# Math Dataset Training sample

> You can contact me on twitter as [@mandubian](http://twitter.com/mandubian)

This notebook demonstrates a Pytorch training of a Multi-Head Self-Attention Transformer model on Mathematical Reasoning Dataset v1.0 as explained in this very cool paper:

> Analysing Mathematical Reasoning Abilities of Neural Models
>
> David Saxton, Edward Grefenstette, Felix Hill, Pushmeet Kohli
>
> (Submitted on 2 Apr 2019)
>
>http://arxiv.org/abs/1904.01557

**On top of paper, the current project provides a few Numpy/Pytorch helpers to manipulate Mathematical Reasoning Dataset in a simpler way and train very fast different kinds of models on it. Without loading everything in memory, it tries to manage data in a streamed and lazy-loading way (as much as Python allows it).**

The idea of the paper is to provide a robust toolkit (https://github.com/deepmind/mathematics_dataset) to randomly and heterogenously generate mathematical datasets among multiple math problem categories:
    - algebra
    - numbers
    - polynomials
    - arithmetic
    - measurement
    - comparison
    - probability
    - calculus
    
All problem are constituted of a textual question like `what is 30 + 535?` (max 160 chars) and a textual response `565` (max 30 chars). So it's not an abstract representation of math problem but a very human one and it mixes Natural Language Processing with math concepts.
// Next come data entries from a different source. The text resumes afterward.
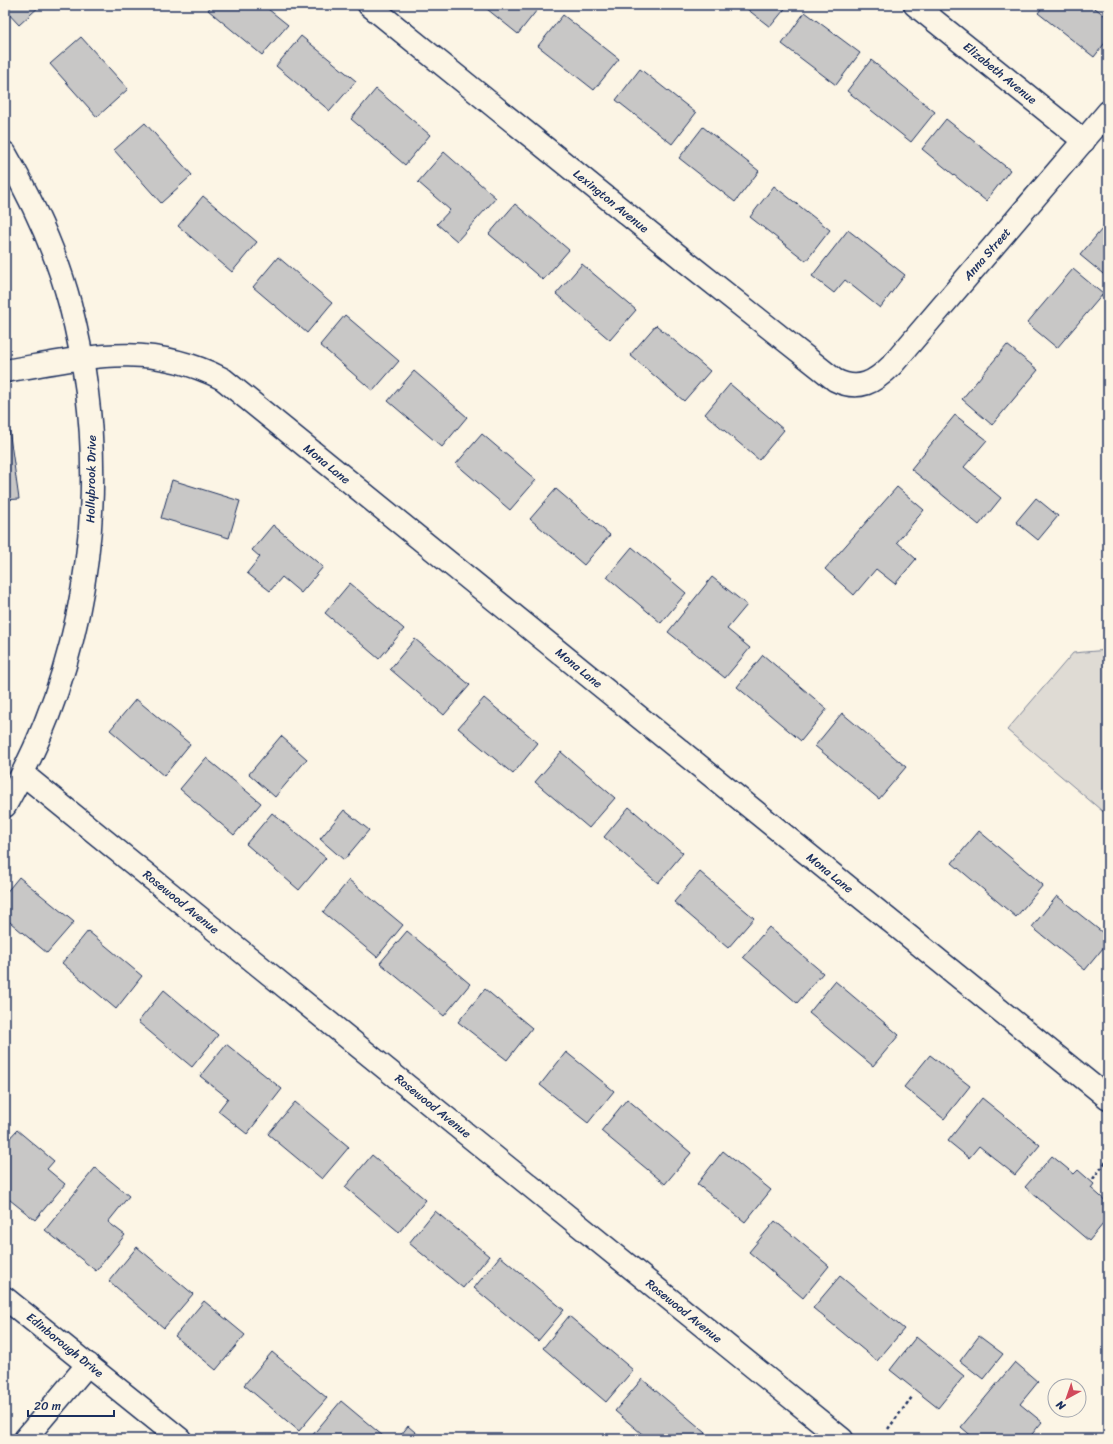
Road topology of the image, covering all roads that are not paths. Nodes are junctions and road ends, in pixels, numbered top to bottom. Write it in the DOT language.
graph roads {
  1 [pos="370,5"];
  2 [pos="915,5"];
  3 [pos="1108,112"];
  4 [pos="1084,141"];
  5 [pos="5,153"];
  6 [pos="82,358"];
  7 [pos="5,371"];
  8 [pos="858,386"];
  9 [pos="24,774"];
  10 [pos="5,806"];
  11 [pos="1108,1098"];
  12 [pos="5,1298"];
  13 [pos="88,1364"];
  14 [pos="25,1439"];
  15 [pos="180,1439"];
  16 [pos="842,1439"];
  1 -- 8 [label="street, Lexington Avenue"];
  2 -- 4 [label="street, Elizabeth Avenue"];
  3 -- 4 [label="street, Anna Street"];
  4 -- 8 [label="street, Anna Street"];
  5 -- 6 [label="street, Hollybrook Drive"];
  6 -- 7 [label="street, Mona Lane"];
  6 -- 9 [label="street, Hollybrook Drive"];
  6 -- 11 [label="street, Mona Lane"];
  9 -- 10 [label="street, Hollybrook Drive"];
  9 -- 16 [label="street, Rosewood Avenue"];
  12 -- 13 [label="street, Edinborough Drive"];
  13 -- 14 [label="street"];
  13 -- 15 [label="street, Edinborough Drive"];
}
For each of those categories, it provides multiple operation modules. For ex, in `algebra` category:
    - mul
    - add_or_sub_in_base
    - simplify_surd
    - mul_div_multiple
    - mixed
    - nearest_integer_root
    - div
    - add_or_sub
    - add_sub_multiple
    - add_sub_multiple_longer
    - mul_div_multiple_longer
    - div_big
    - mul_big
    - mixed_longer
    - add_or_sub_big

Problem can be generated with different difficulties:
    - train-easy
    - train-medium
    - train-hard

It also provides test datasets for `interpolation` tests mixing all kinds of problem per category and `extrapolation` tests to measure generalization capabilities of models.

>An implementation of dataset generator is provided at >https://github.com/deepmind/mathematics_dataset and a v1.0 of the dataset is >available there


The main purpose of this dataset generator is to provide a playground to people who want to study how neural networks can learn to solve mathematical problems or even better learn math abstractions.


In [1]:
#!pip install --user tensorboardX
#!pip install --user --force https://github.com/chengs/tqdm/archive/colab.zip

In [7]:
import math
import numpy as np
import torch
from torch.utils import data
import torch.optim as optim

import math_dataset
from math_dataset import MathDatasetManager

from transformer.Models import Transformer
from math_dataset import (
    random_split_dataset,
    question_answer_to_position_batch_collate_fn
)
import model_process
import utils
from tensorboard_utils import Tensorboard
from tensorboard_utils import tensorboard_event_accumulator

import checkpoints

import matplotlib
import numpy as np
import matplotlib.pyplot as plt
%matplotlib notebook  

print("Torch Version", torch.__version__)

%load_ext autoreload
%autoreload 2

Torch Version 1.4.0


## Math Dataset Manager

This class is just a Numpy/Pytorch helper to manage all files in Math Dataset v1.0 and select different parts of it by categories or modules to generate a Pytorch dataset for training. Pytorch Datasets created doesn't mount all questions/answers in memory and use Pandas limited streaming features to bufferize data. It allows loading huge files quite fast while keeping memory print reasonable. It also caches lazy datasets and allows fast re-using previously created ones.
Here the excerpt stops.